The hospital failed to ensure Patient #21 was documented in the ED log when she presented to the ED.
2. A hospital policy, "EMTALA - Medical Screening and Treatment of Emergency Medical Conditions," reviewed by the hospital 8/29/20, was reviewed.
The purpose of the policy was stated as, "To ensure that individuals coming to an affiliated Hospital's Dedicated Emergency Department seeking assessment or treatment for a medical condition, or coming to Hospital Property requesting ... treatment for an Emergency Medical Condition receive an appropriate Medical Screening Examination as required by the Emergency Medical Treatment and Labor Act (EMTALA), 42 U.S.C., Section 1395 and all Federal regulations and interpretive guidelines promulgated thereunder, and, if an Emergency Medical Condition is determined to exist, such individuals are offered stabilizing treatment within the Hospital's capabilities and/or are transferred if appropriate ..."
The policy included the definition, "Hospital Property or Premises means the entire Hospital campus, including the parking lot, sidewalk, driveway, and hospital departments ... "
The policy included the definition, "Medical Screening Examination is the process required to reach with reasonable clinical confidence, the point at which it can be determined whether or not an Emergency Medical Condition exists or a woman is in labor. Such screening must be done within the facility's capability and available personnel, including on-call physicians. The Medical Screening Examination must be performed by a Physician or other Qualified Medical Personnel."

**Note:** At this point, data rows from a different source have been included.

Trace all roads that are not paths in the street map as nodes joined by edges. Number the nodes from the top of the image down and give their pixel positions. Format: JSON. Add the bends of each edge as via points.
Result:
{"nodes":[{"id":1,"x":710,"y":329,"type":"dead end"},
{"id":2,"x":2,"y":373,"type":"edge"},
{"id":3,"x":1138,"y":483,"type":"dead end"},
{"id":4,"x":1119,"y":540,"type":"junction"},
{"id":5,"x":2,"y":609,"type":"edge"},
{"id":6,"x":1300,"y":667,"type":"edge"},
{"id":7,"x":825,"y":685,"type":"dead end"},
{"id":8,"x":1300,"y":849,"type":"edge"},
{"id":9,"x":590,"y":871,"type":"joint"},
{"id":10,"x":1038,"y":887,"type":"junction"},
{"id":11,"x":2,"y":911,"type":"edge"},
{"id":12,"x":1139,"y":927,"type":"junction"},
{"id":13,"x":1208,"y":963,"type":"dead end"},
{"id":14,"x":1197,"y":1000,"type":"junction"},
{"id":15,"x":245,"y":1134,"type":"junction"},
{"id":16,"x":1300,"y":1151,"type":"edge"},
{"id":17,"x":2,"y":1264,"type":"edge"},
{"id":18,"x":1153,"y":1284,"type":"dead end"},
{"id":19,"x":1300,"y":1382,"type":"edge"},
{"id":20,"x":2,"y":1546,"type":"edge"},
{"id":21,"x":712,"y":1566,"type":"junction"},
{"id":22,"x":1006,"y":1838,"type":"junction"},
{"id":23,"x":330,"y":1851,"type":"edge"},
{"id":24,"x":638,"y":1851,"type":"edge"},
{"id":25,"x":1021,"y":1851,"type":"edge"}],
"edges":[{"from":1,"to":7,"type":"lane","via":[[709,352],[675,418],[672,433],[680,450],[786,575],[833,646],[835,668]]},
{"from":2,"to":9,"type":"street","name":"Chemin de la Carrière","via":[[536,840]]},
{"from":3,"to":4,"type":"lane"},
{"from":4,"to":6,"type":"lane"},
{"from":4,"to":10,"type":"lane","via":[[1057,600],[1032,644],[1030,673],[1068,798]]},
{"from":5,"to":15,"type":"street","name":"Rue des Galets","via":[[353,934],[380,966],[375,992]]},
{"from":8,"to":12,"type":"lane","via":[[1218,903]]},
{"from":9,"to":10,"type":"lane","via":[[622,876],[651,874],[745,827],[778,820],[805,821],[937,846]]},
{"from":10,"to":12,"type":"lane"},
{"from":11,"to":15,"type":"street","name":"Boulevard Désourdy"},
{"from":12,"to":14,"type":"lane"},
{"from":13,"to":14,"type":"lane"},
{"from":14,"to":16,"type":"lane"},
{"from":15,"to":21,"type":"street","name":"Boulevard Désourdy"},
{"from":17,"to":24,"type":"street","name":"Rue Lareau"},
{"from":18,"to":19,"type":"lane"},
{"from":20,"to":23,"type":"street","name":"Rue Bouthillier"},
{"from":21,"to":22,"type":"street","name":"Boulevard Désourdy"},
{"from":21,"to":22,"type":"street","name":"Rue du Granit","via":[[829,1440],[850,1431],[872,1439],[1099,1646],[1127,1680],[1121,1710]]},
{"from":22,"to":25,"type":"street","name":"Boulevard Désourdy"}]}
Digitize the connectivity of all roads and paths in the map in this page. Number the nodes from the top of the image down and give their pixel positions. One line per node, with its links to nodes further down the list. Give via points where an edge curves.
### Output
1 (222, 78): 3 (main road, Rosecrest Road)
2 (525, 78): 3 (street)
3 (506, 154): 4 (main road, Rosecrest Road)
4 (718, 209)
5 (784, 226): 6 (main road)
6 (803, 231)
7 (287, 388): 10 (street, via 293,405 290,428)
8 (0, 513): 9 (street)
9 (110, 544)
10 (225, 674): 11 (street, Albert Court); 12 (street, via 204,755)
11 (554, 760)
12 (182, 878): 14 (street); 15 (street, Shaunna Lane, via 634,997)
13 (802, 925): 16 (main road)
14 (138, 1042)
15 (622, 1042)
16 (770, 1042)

Patient #21's medical record was obtained from the sending facility and reviewed. The medical record stated Patient #21 was an 80 year old female with a diagnosis of penetrating ulcer of aorta. She was transferred on 9/08/21 to the hospital's ED from the sending facility's ED for a surgical procedure.
Patient #21's EMTALA/Transfer Consent Form from the sending facility, dated 9/08/21, stated Patient #21 was accepted by the hospital's interventional radiologist at 9:53 AM, and the hospital's "Cath Lab RN" received the report.
Patient #21's ED notes received from the sending facility, dated 9/08/21, included the following RN notes:
10:07 AM - "Pt accepted by Dr. [name] at cath lab ... EMS here to transport pt at this time. Report given."
10:11 AM - "Report called to [RN] at cath lab"
10:34 AM - "[St. Joseph's] cath lab unable to take pt. Call to [another receiving facility] at this time."
11:41 AM - "Esmolol infusing at time of transfer ... Lifeflight here to transport pt to [another receiving facility]. Report given to them."
Patient #2's EMS report, dated 9/08/21, stated, "M81 [ambulance] dispatched to [transfer facility] for an emergent transfer to SJRMC cath lab with an 80 yof who had cardiac arrest during mammogram... Once in ambulance bay at SJRMC, staff met M81 stating that surgeon did not have equipment necessary for surgery and so they could not accept pt. Pt was to be returned to [sending facility] ED. Pt placed in room T1..."
The hospital's CNO was interviewed on 3/31/22 beginning at 1:00 PM and Patient #21's records were reviewed in her presence. When asked if it appeared that Patient #21 had an MSE upon arrival to the ED on 9/08/21, she replied, "I don't know that." When asked if she was aware of Patient #21's incident on the morning of 9/08/21, she replied "I was not, because I was not the AOC on call".
The hospital failed to perform a medical screening exam for patient #21 who presented to their ED.
The cumulative effects of these negative systemic practices impeded the ability of the hospital to meet the needs of emergency patients.